__INPUT MATERIAL__

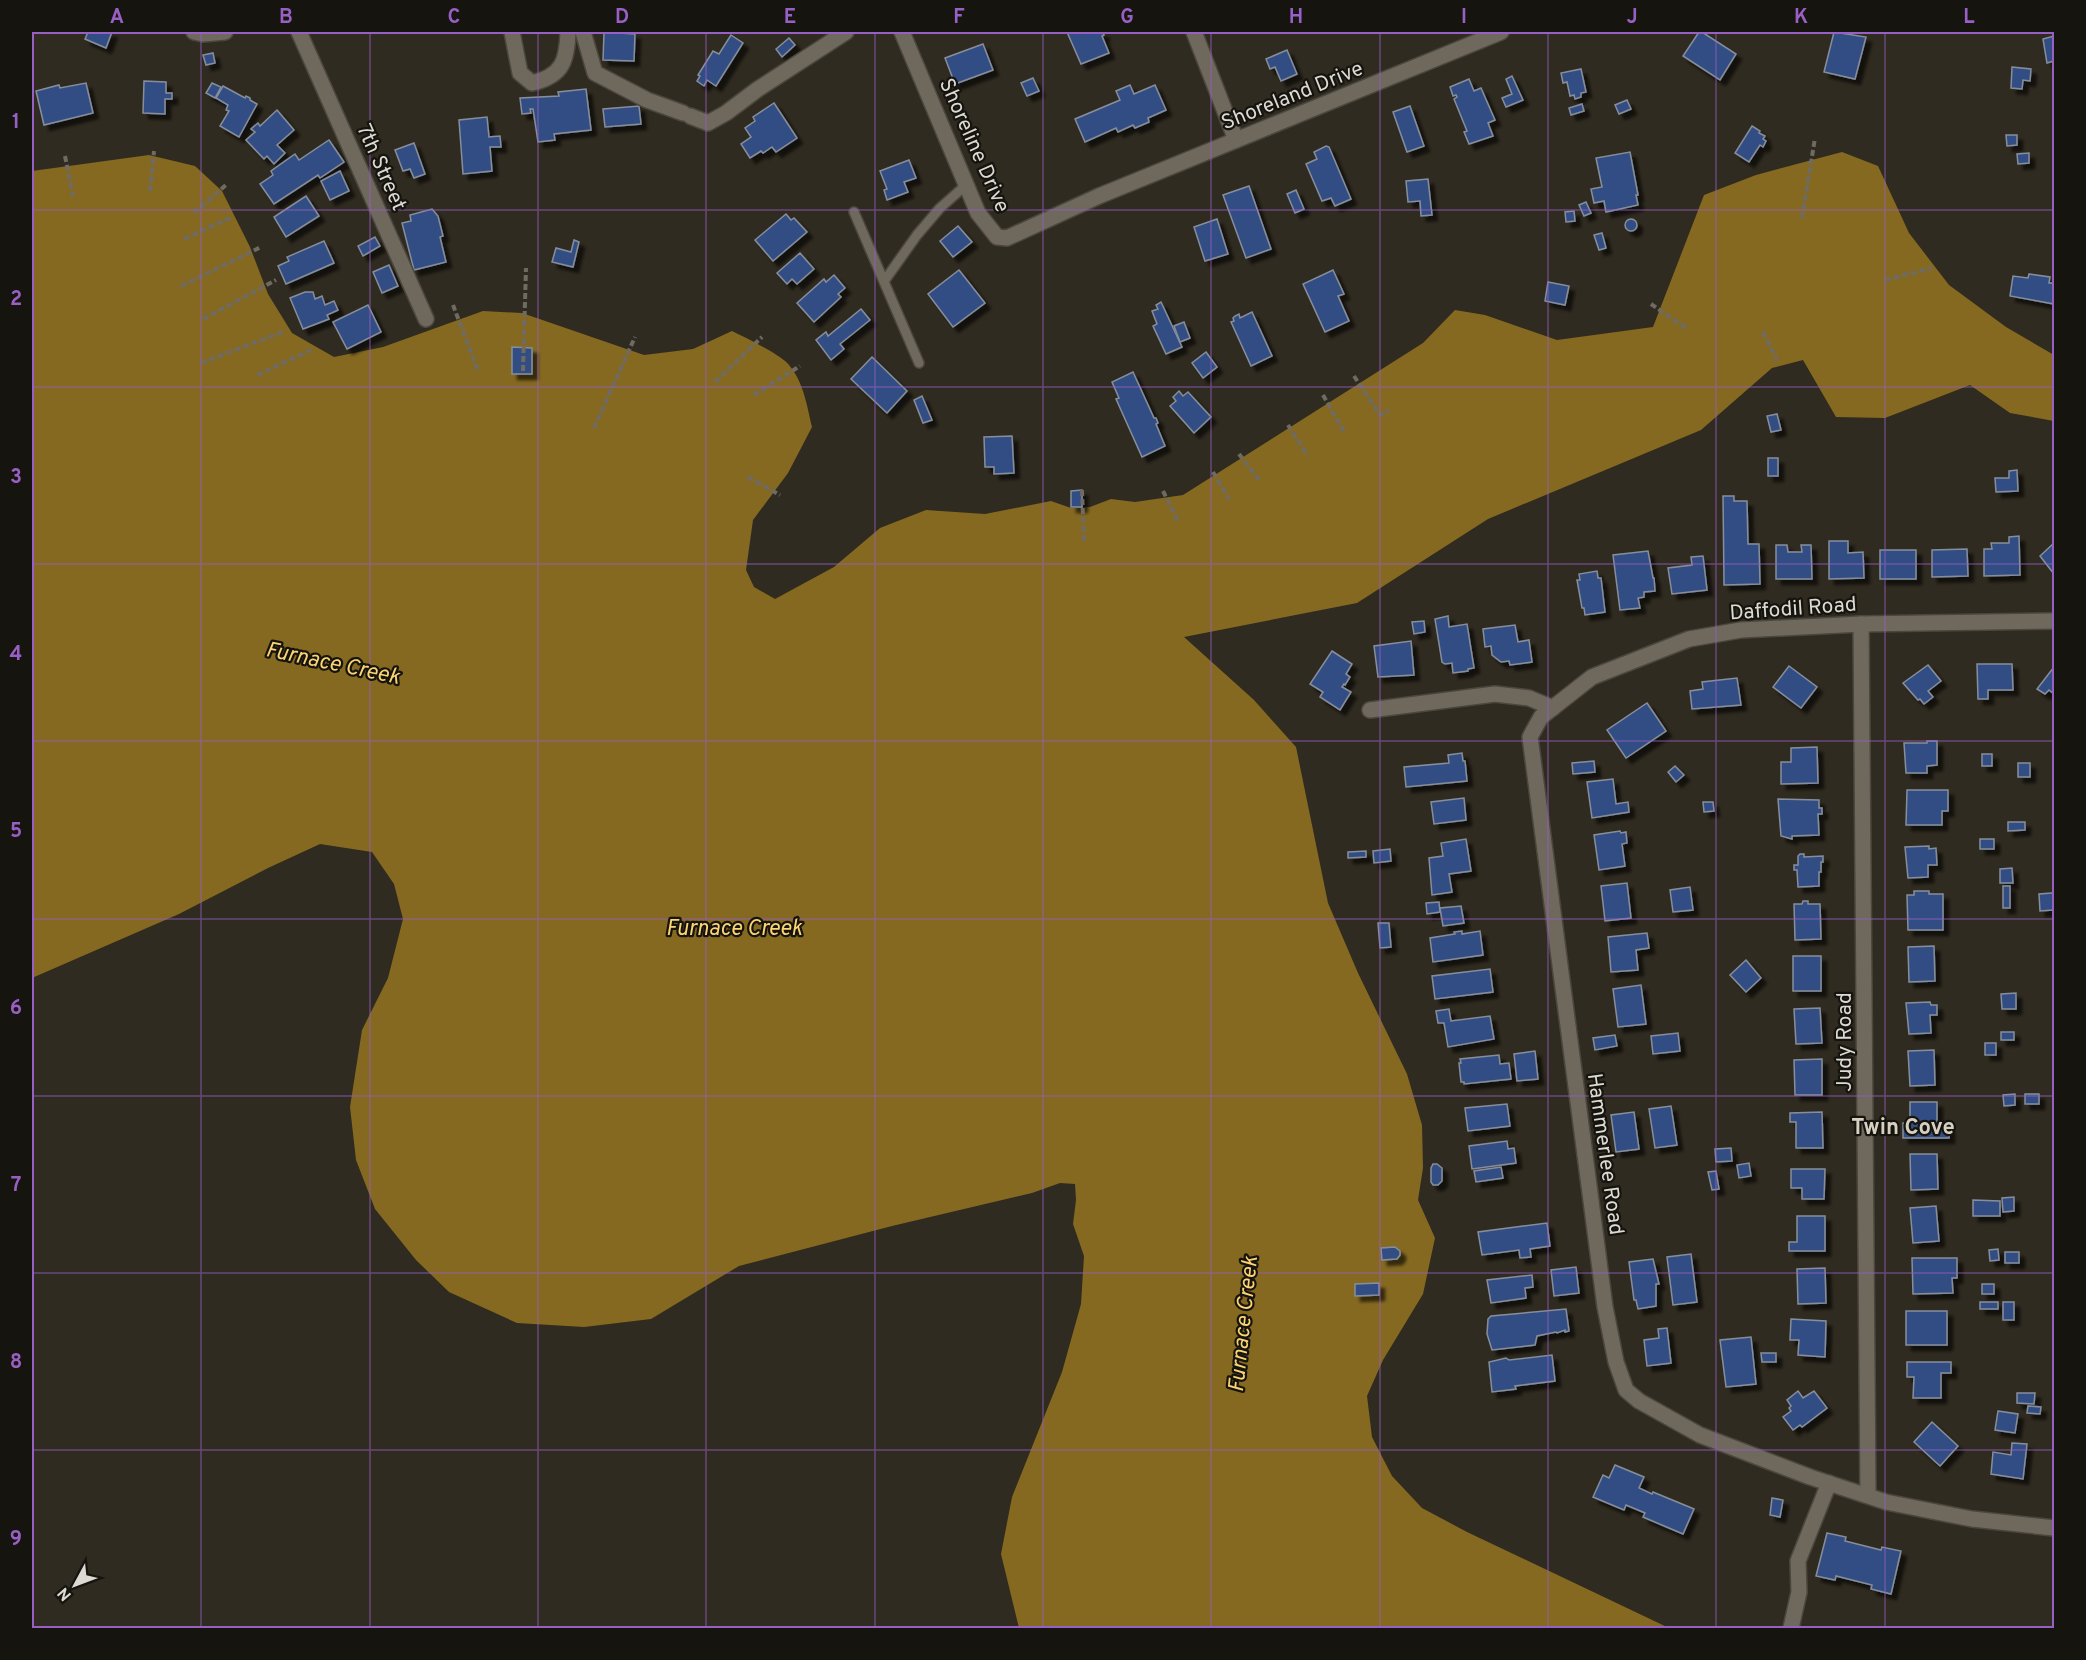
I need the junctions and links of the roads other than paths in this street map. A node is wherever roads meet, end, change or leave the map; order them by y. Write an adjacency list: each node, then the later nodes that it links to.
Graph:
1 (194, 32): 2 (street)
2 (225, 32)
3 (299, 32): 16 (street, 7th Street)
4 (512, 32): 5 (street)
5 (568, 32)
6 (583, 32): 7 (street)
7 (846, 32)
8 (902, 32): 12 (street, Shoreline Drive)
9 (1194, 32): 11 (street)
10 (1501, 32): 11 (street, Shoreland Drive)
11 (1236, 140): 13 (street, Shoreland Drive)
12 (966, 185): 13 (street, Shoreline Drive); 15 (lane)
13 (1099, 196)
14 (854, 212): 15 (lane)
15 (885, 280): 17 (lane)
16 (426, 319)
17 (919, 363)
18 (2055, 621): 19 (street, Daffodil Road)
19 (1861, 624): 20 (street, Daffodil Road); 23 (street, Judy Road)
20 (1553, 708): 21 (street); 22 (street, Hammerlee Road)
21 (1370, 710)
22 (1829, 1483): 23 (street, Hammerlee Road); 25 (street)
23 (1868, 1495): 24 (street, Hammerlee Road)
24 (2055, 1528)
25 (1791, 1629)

==

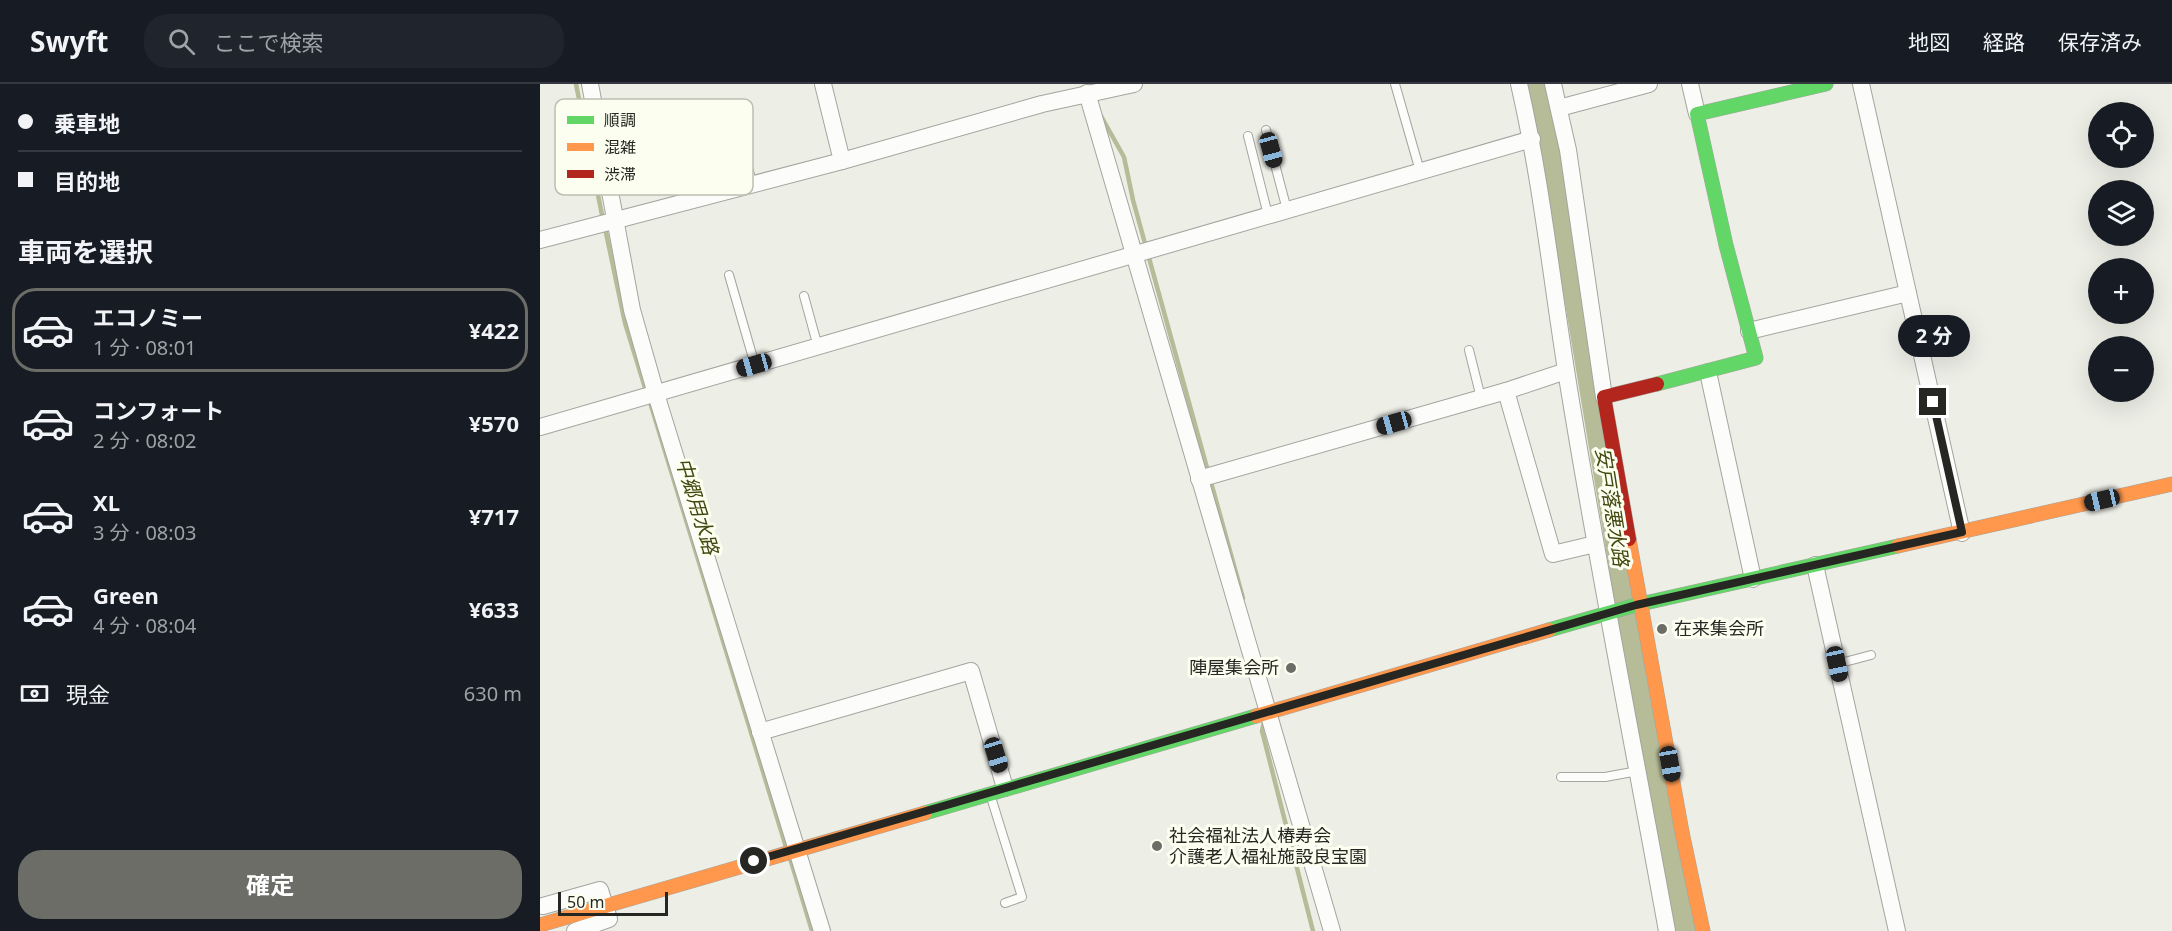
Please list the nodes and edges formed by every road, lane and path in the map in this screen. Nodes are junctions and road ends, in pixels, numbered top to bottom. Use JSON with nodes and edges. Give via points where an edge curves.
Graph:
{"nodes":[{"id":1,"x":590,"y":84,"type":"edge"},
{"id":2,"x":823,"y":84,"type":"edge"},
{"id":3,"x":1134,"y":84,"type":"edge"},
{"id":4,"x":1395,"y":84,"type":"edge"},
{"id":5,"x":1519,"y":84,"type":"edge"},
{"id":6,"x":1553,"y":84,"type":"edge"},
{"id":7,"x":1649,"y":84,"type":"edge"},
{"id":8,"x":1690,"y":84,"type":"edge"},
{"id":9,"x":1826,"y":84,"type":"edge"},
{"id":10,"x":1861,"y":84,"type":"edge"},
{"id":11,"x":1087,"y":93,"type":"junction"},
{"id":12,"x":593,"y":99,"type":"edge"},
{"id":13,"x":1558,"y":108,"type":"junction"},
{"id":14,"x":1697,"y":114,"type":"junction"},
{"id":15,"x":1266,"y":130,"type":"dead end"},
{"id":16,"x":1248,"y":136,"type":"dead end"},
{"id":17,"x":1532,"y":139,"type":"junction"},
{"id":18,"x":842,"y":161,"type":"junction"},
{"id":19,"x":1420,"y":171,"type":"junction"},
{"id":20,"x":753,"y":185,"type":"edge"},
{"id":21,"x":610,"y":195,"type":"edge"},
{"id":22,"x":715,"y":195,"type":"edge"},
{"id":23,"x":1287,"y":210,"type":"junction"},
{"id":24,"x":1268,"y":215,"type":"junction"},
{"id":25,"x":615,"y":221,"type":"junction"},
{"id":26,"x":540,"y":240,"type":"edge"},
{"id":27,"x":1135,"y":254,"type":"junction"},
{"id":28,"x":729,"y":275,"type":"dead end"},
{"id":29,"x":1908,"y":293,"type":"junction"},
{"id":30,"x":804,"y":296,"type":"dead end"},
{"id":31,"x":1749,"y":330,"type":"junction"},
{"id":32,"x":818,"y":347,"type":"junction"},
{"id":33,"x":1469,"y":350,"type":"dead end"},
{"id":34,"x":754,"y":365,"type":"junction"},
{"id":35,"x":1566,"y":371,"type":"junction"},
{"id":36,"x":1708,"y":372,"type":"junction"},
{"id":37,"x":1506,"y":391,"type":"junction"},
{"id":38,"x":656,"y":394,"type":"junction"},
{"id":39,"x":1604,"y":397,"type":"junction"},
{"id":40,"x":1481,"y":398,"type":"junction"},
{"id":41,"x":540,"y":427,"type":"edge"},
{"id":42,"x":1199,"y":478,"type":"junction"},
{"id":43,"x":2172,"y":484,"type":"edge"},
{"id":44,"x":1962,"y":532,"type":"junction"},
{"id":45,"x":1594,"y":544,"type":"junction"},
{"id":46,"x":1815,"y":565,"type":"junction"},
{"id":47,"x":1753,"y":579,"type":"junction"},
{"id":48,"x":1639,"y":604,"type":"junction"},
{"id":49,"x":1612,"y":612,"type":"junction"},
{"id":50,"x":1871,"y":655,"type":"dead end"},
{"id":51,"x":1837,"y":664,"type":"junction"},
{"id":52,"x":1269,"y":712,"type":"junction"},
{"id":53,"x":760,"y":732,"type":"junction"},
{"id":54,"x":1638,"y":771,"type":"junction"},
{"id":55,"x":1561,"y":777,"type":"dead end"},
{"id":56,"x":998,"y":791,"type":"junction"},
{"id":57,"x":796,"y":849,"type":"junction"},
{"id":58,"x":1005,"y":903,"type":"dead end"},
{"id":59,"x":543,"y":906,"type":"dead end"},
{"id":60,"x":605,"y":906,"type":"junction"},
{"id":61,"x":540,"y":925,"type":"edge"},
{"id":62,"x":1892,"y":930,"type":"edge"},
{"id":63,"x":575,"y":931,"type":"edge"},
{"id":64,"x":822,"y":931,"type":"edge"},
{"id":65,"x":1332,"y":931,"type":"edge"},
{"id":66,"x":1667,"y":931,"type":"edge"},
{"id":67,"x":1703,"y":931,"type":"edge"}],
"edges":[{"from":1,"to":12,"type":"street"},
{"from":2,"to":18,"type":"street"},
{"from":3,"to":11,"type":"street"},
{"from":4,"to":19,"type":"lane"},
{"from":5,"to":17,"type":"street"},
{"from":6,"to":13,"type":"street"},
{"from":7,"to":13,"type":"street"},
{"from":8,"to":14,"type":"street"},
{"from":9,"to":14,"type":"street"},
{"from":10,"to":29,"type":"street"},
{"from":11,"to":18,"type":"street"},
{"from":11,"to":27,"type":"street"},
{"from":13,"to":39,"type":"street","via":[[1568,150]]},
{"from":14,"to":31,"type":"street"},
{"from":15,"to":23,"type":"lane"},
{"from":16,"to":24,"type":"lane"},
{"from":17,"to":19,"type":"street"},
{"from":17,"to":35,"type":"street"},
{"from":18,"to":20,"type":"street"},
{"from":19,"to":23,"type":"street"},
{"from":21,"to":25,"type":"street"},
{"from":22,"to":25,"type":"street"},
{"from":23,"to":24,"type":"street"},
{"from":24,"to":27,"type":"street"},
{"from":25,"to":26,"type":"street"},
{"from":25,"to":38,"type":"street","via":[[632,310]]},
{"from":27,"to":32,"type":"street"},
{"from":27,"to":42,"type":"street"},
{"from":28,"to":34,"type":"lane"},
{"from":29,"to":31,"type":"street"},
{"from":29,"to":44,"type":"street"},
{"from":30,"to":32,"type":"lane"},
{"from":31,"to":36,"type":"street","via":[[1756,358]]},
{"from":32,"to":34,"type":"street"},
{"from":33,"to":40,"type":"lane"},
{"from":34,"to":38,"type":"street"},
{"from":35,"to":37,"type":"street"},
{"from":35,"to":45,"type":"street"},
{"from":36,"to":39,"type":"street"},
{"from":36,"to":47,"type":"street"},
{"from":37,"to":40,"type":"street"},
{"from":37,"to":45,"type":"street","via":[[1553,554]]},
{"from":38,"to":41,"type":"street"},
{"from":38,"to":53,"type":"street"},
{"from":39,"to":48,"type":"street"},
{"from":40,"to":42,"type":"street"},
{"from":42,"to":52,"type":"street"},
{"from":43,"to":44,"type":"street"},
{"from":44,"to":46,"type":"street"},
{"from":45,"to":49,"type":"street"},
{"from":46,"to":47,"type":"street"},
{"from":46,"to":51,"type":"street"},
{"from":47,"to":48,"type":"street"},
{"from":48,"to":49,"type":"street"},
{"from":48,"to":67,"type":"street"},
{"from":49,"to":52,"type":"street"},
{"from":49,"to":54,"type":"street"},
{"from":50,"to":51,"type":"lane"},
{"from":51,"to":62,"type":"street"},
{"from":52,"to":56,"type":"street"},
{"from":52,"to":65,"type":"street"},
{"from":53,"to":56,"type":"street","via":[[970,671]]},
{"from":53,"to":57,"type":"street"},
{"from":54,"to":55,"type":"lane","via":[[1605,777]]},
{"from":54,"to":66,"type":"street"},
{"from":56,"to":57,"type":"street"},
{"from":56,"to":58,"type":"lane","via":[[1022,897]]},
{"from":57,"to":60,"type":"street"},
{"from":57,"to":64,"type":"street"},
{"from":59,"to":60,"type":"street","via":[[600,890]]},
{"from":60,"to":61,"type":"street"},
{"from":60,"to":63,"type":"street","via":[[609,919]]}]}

__WORK ORDER__
Using the entries above, state the number of lines that include "this". Add nothing else.

__ANSWER BELOW__
2